#### [Available data]

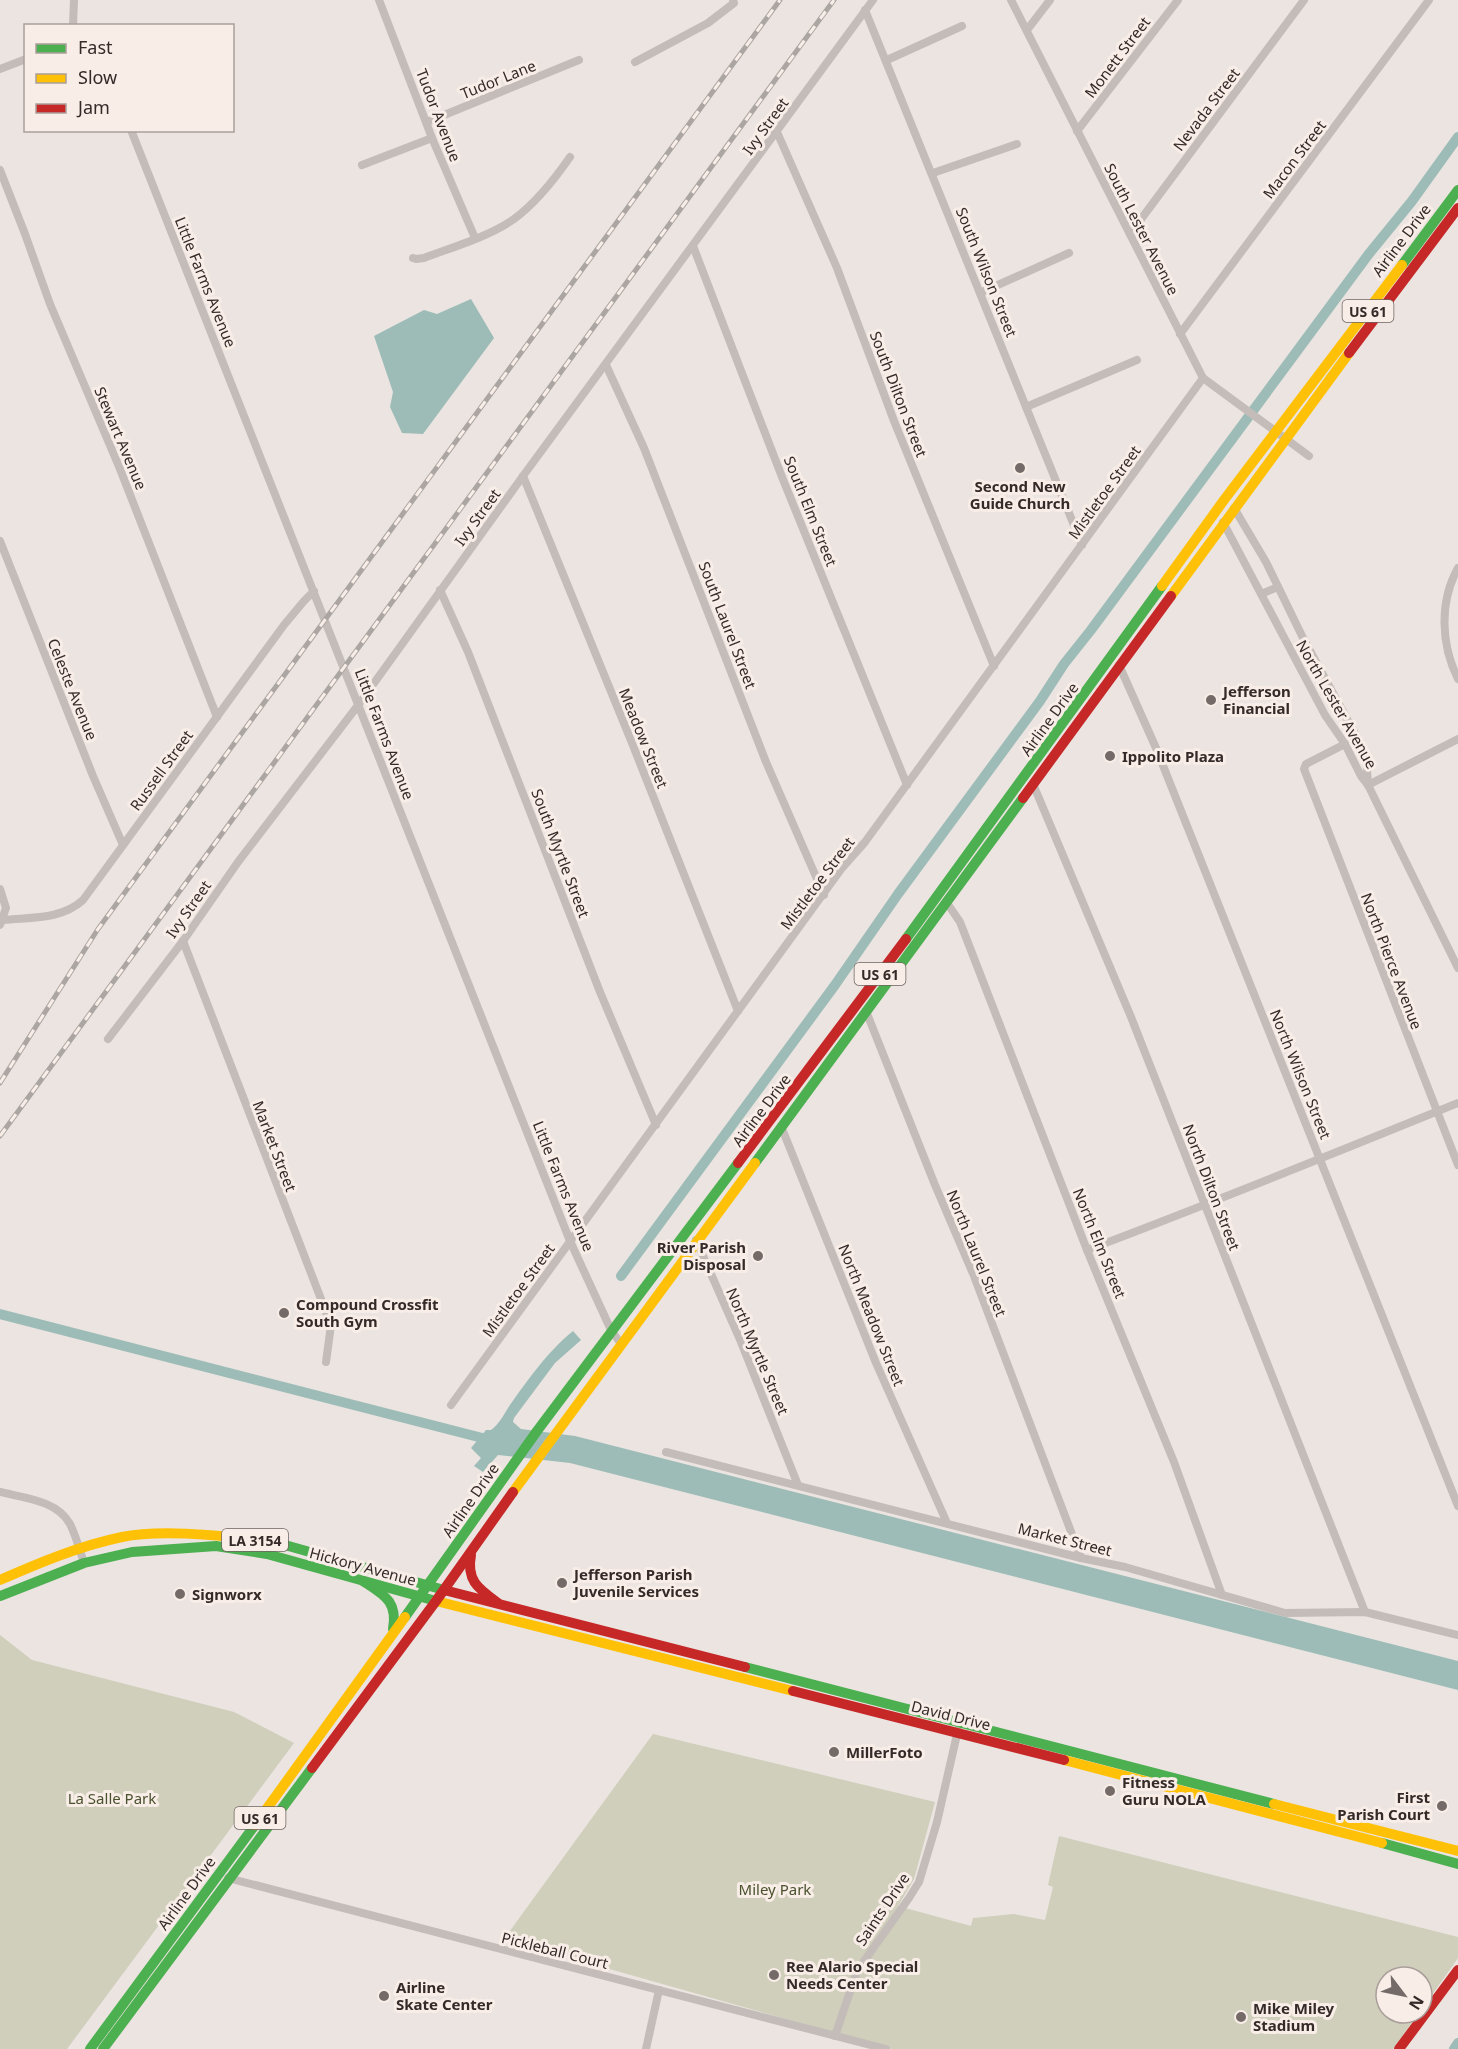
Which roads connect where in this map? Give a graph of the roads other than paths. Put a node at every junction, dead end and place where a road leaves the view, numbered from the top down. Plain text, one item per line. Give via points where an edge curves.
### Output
1 (74, 0) edge
2 (379, 0) edge
3 (873, 0) edge
4 (1011, 0) edge
5 (1050, 0) edge
6 (1178, 0) edge
7 (1304, 0) edge
8 (1429, 0) edge
9 (734, 1) edge
10 (865, 10) junction
11 (73, 24) edge
12 (962, 26) dead end
13 (1027, 30) junction
14 (24, 60) edge
15 (579, 60) dead end
16 (887, 60) junction
17 (635, 62) dead end
18 (0, 69) edge
19 (427, 122) junction
20 (1077, 131) junction
21 (132, 132) edge
22 (777, 132) junction
23 (432, 138) junction
24 (1017, 144) dead end
25 (570, 157) dead end
26 (362, 165) dead end
27 (0, 170) edge
28 (933, 173) junction
29 (1458, 190) edge
30 (1458, 208) edge
31 (1130, 234) junction
32 (475, 238) junction
33 (693, 246) junction
34 (1070, 253) dead end
35 (413, 258) dead end
36 (980, 293) junction
37 (1180, 334) junction
38 (1137, 360) dead end
39 (606, 364) junction
40 (1203, 378) junction
41 (1026, 407) junction
42 (1281, 435) junction
43 (1309, 456) dead end
44 (523, 476) junction
45 (1224, 500) junction
46 (1235, 509) junction
47 (1216, 511) junction
48 (1224, 523) junction
49 (0, 541) edge
50 (1082, 545) junction
51 (1458, 568) edge
52 (1278, 587) junction
53 (440, 590) junction
54 (314, 591) junction
55 (1261, 594) junction
56 (1298, 628) junction
57 (1283, 636) junction
58 (1113, 657) junction
59 (994, 666) junction
60 (1120, 666) junction
61 (1458, 679) edge
62 (359, 704) junction
63 (217, 717) junction
64 (1458, 739) edge
65 (1345, 744) junction
66 (1026, 775) junction
67 (907, 785) junction
68 (1033, 785) junction
69 (1368, 785) junction
70 (123, 845) junction
71 (0, 889) edge
72 (824, 895) junction
73 (947, 903) junction
74 (2, 922) edge
75 (183, 941) junction
76 (1458, 969) edge
77 (862, 1008) junction
78 (738, 1011) junction
79 (108, 1039) dead end
80 (1458, 1103) edge
81 (1437, 1112) junction
82 (777, 1123) junction
83 (656, 1125) junction
84 (1320, 1158) junction
85 (1458, 1165) edge
86 (1204, 1206) junction
87 (688, 1230) junction
88 (570, 1241) junction
89 (697, 1242) junction
90 (1088, 1250) junction
91 (611, 1330) junction
92 (621, 1344) junction
93 (326, 1362) dead end
94 (451, 1405) dead end
95 (666, 1452) dead end
96 (798, 1485) junction
97 (0, 1492) edge
98 (1458, 1506) edge
99 (947, 1523) junction
100 (79, 1549) junction
101 (472, 1550) junction
102 (1081, 1558) junction
103 (84, 1563) junction
104 (0, 1580) edge
105 (363, 1581) junction
106 (428, 1585) junction
107 (444, 1590) junction
108 (1222, 1595) junction
109 (0, 1596) edge
110 (419, 1597) junction
111 (436, 1601) junction
112 (498, 1603) junction
113 (1365, 1612) junction
114 (392, 1635) junction
115 (1458, 1635) edge
116 (958, 1727) junction
117 (1385, 1838) junction
118 (1458, 1851) edge
119 (1458, 1864) edge
120 (224, 1875) junction
121 (1458, 1970) edge
122 (660, 1990) junction
123 (835, 2036) junction
124 (90, 2049) edge
125 (103, 2049) edge
126 (646, 2049) edge
127 (886, 2049) edge
128 (1399, 2049) edge

1 - 11 street
2 - 19 street, Tudor Avenue
3 - 10 street, Ivy Street
4 - 13 street, South Lester Avenue
5 - 13 street
6 - 20 street, Monett Street
7 - 31 street, Nevada Street
8 - 37 street, Macon Street
9 - 17 street via 708,23
10 - 16 street, South Wilson Street
10 - 22 street, Ivy Street
12 - 16 street
13 - 20 street, South Lester Avenue
14 - 18 street
15 - 19 street, Tudor Lane
16 - 28 street, South Wilson Street
19 - 23 street, Tudor Avenue
20 - 31 street, South Lester Avenue
21 - 54 street, Little Farms Avenue
22 - 33 street, Ivy Street
22 - 59 street, South Dilton Street via 837,268 894,421
23 - 26 street
23 - 32 street, Tudor Avenue
24 - 28 street
25 - 32 street via 534,202 513,219
27 - 63 street, Stewart Avenue
28 - 36 street, South Wilson Street
29 - 42 main road, Airline Drive / US 61
30 - 42 main road, Airline Drive / US 61
31 - 37 street, South Lester Avenue
32 - 35 street via 424,258
33 - 39 street, Ivy Street
33 - 67 street, South Elm Street
34 - 36 street
36 - 41 street, South Wilson Street
37 - 40 street, South Lester Avenue
38 - 41 street
39 - 44 street, Ivy Street
39 - 72 street, South Laurel Street via 644,448 766,762
40 - 42 street, South Lester Avenue
40 - 50 street, Mistletoe Street
41 - 50 street, South Wilson Street
42 - 43 street, South Lester Avenue
42 - 45 main road, Airline Drive / US 61
42 - 46 main road, Airline Drive / US 61
44 - 53 street, Ivy Street
44 - 78 street, Meadow Street
45 - 46 street, North Lester Avenue
45 - 47 main road, Airline Drive / US 61
46 - 48 main road, Airline Drive / US 61
46 - 52 street, North Lester Avenue
47 - 48 street, North Lester Avenue
47 - 58 main road, Airline Drive / US 61
48 - 55 street, North Lester Avenue
48 - 60 main road, Airline Drive / US 61
49 - 70 street, Celeste Avenue
50 - 59 street, Mistletoe Street
51 - 61 street via 1444,627 1450,664
52 - 55 street
52 - 56 street, North Lester Avenue
53 - 62 street, Ivy Street
53 - 83 street, South Myrtle Street
54 - 62 street, Little Farms Avenue
54 - 63 street, Russell Street via 284,625
55 - 57 street, North Lester Avenue
56 - 57 street, North Lester Avenue
56 - 69 street, North Lester Avenue via 1366,754
57 - 65 street, North Lester Avenue
58 - 60 street, North Wilson Street
58 - 66 main road, Airline Drive / US 61
59 - 67 street, Mistletoe Street
60 - 68 main road, Airline Drive / US 61
60 - 84 street, North Wilson Street
62 - 75 street, Ivy Street
62 - 88 street, Little Farms Avenue
63 - 70 street, Russell Street
64 - 69 street
65 - 69 street, North Lester Avenue
65 - 81 street, North Pierce Avenue via 1304,766
66 - 68 street, North Dilton Street
66 - 77 main road, Airline Drive / US 61
67 - 72 street, Mistletoe Street
68 - 73 main road, Airline Drive / US 61
68 - 86 street, North Dilton Street via 1131,1017
69 - 76 street, North Lester Avenue
70 - 74 street, Russell Street via 75,907 55,915
71 - 74 street via 6,908
72 - 78 street, Mistletoe Street
73 - 77 main road, Airline Drive / US 61
73 - 90 street, North Elm Street via 960,922
75 - 79 street, Ivy Street
75 - 93 street, Market Street via 331,1325
77 - 82 main road, Airline Drive / US 61
77 - 102 street, North Laurel Street via 974,1276
78 - 83 street, Mistletoe Street
80 - 81 street
81 - 84 street
81 - 85 street, North Pierce Avenue
82 - 87 main road, Airline Drive / US 61
82 - 89 main road, Airline Drive / US 61
82 - 99 street, North Meadow Street
83 - 88 street, Mistletoe Street
84 - 86 street
84 - 98 street, North Wilson Street
86 - 90 street
86 - 113 street, North Dilton Street
87 - 89 street, North Myrtle Street
87 - 91 main road, Airline Drive / US 61
88 - 91 street, Little Farms Avenue
88 - 94 street, Mistletoe Street
89 - 92 main road, Airline Drive / US 61
89 - 96 street, North Myrtle Street
90 - 108 street, North Elm Street via 1174,1462
91 - 92 street, Little Farms Avenue
91 - 106 main road, Airline Drive / US 61
92 - 101 main road, Airline Drive / US 61
95 - 96 street, Market Street
96 - 99 street, Market Street
97 - 100 street via 46,1503 63,1515
99 - 102 street, Market Street
100 - 103 street
100 - 104 main road, LA 3154
100 - 106 main road, Hickory Avenue / LA 3154 via 123,1537 155,1534 234,1537 285,1545
101 - 107 main road, Airline Drive / US 61
101 - 112 main road via 470,1577
102 - 108 street, Market Street
103 - 105 main road, Hickory Avenue / LA 3154 via 132,1552 216,1546 267,1554
103 - 109 main road, LA 3154
105 - 110 main road, Hickory Avenue / LA 3154
105 - 114 main road via 394,1606
106 - 107 main road, Hickory Avenue / LA 3154
106 - 110 main road, Airline Drive / US 61
107 - 111 main road, Airline Drive / US 61
107 - 112 main road, David Drive
108 - 113 street, Market Street via 1285,1613
110 - 111 main road, Hickory Avenue / LA 3154
110 - 114 main road, Airline Drive / US 61
111 - 116 main road, David Drive
111 - 120 main road, Airline Drive / US 61
112 - 116 main road, David Drive
113 - 115 street, Market Street
114 - 120 main road, Airline Drive / US 61
116 - 117 main road, David Drive
116 - 123 street, Saints Drive via 937,1822 918,1882 857,1971
117 - 118 main road, David Drive
117 - 119 main road, David Drive
120 - 122 street, Pickleball Court
120 - 124 main road, Airline Drive / US 61
120 - 125 main road, Airline Drive / US 61
121 - 128 main road
122 - 123 street, Pickleball Court
122 - 126 street
123 - 127 street, Pickleball Court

#### [Activity]
Go through the material above, find each line with the string "David", and copy it.

#### [Task solution]
107 - 112 main road, David Drive
111 - 116 main road, David Drive
112 - 116 main road, David Drive
116 - 117 main road, David Drive
117 - 118 main road, David Drive
117 - 119 main road, David Drive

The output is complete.